Vous rappelez que le roman original n’est pas autobiographique et pourtant vous présentez Gabriel adulte sous les traits de Gaël Faye ?
de Gaël à Gaby


Oui alors il y a pas mal de clins d’œil dans cette bande dessinée ! Avec Gaël on a beaucoup discuté, on a beaucoup échangé, il nous a fourni énormément de photos de famille, beaucoup de documents personnels … Eh bien toute cette documentation personnelle, toutes ces photographies d’enfance c’était un plaisir de plonger dedans, et de pouvoir donner des traits aux personnages principaux et même secondaires qui venaient de son univers personnel comme ses parents ; la maison de Gaby c’est la maison de Gaël … Tout ça c’était amusant de pouvoir jouer avec. Il y a des choses aussi que Marzena s’est amusée à mettre dans la bande dessinée. Par exemple, dans le roman, il y a un perroquet et on s’est rendu compte qu’on pouvait le remplacer parce que sur les photos de Gaël enfant, sur la terrasse, il y avait un vautour. Marzena a été hyper surprise de voir un vautour parce que c’est tout de même une bête très sauvage et elle lui a demandé ce que faisait ce rapace sur sa terrasse .

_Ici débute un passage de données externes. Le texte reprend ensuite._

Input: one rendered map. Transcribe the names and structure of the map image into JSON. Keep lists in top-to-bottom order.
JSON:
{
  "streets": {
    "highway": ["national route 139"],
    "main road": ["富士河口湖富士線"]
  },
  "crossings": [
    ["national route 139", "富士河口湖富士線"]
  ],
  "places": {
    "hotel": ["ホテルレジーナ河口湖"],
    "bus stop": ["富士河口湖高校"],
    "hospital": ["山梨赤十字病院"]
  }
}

Gaël a répondu « oui, effectivement, on avait un vautour. Mon père l’avait apprivoisé, il était avec nous, il vivait à la maison et il s’appelait Jeannot ! » C’était tellement invraisemblable ! Il nous a dit « je ne l’ai pas mis dans le roman parce que ça semblait trop ! » On s’est permis de le mettre dans la bande dessinée parce que graphiquement c’était chouette et surtout parce que ça racontait quelque chose aussi… Ça nous a permis d’amener une séquence particulière qui n’est pas dans le roman mais qui donne une intensité à une scène qui nous semblait intéressante. Donc voilà tout ce genre de choses qui font que j’ai aussi donné les traits à Gaby grand de Gaël parce que ça m’amusait ce petit clin d’œil et je pense que ça l’a beaucoup amusé aussi !

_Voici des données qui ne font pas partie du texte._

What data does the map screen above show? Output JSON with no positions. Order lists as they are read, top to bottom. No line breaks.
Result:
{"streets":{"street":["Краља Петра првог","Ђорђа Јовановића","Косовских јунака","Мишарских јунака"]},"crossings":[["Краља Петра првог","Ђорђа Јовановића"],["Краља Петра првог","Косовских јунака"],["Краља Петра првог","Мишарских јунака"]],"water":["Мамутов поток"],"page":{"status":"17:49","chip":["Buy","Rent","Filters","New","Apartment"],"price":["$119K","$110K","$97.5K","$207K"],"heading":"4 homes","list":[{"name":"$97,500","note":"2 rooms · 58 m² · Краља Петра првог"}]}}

Pourquoi adopte-t-il le terme de « créolisation » quand il évoque ce roman graphique à six mains parce qu’il n’est pas crédité au scénario ?
Alors effectivement c’est « d’après Gaël Faye » mais en même temps voilà c’est tellement son histoire, tellement son univers qu’on a adapté qu’il fait partie de ce livre intrinsèquement ! On ne peut pas dire qu’il n’y a pas participé ; il n’a pas fait l’adaptation mais il nous a accompagnés tout le temps. Il a relu le scénario, il nous a conseillés, je lui ai montré les planches au fur et à mesure. Il y avait quand même toujours cet échange permanent ! Quand j’avais des doutes, quand j’avais des questions sur la documentation, je les lui posais et il me répondait instantanément. Il m’avait même fait des petits croquis qu’il m’envoyait de Bujumbura depuis son téléphone, pardon de Kigali puisqu’il habite au Rwanda ! Donc vous voyez la proximité entre Gaby et Gaël … parfois je m’y perds !
Oui mais même lui joue là-dessus puisque Gaël / Ga(bri) el …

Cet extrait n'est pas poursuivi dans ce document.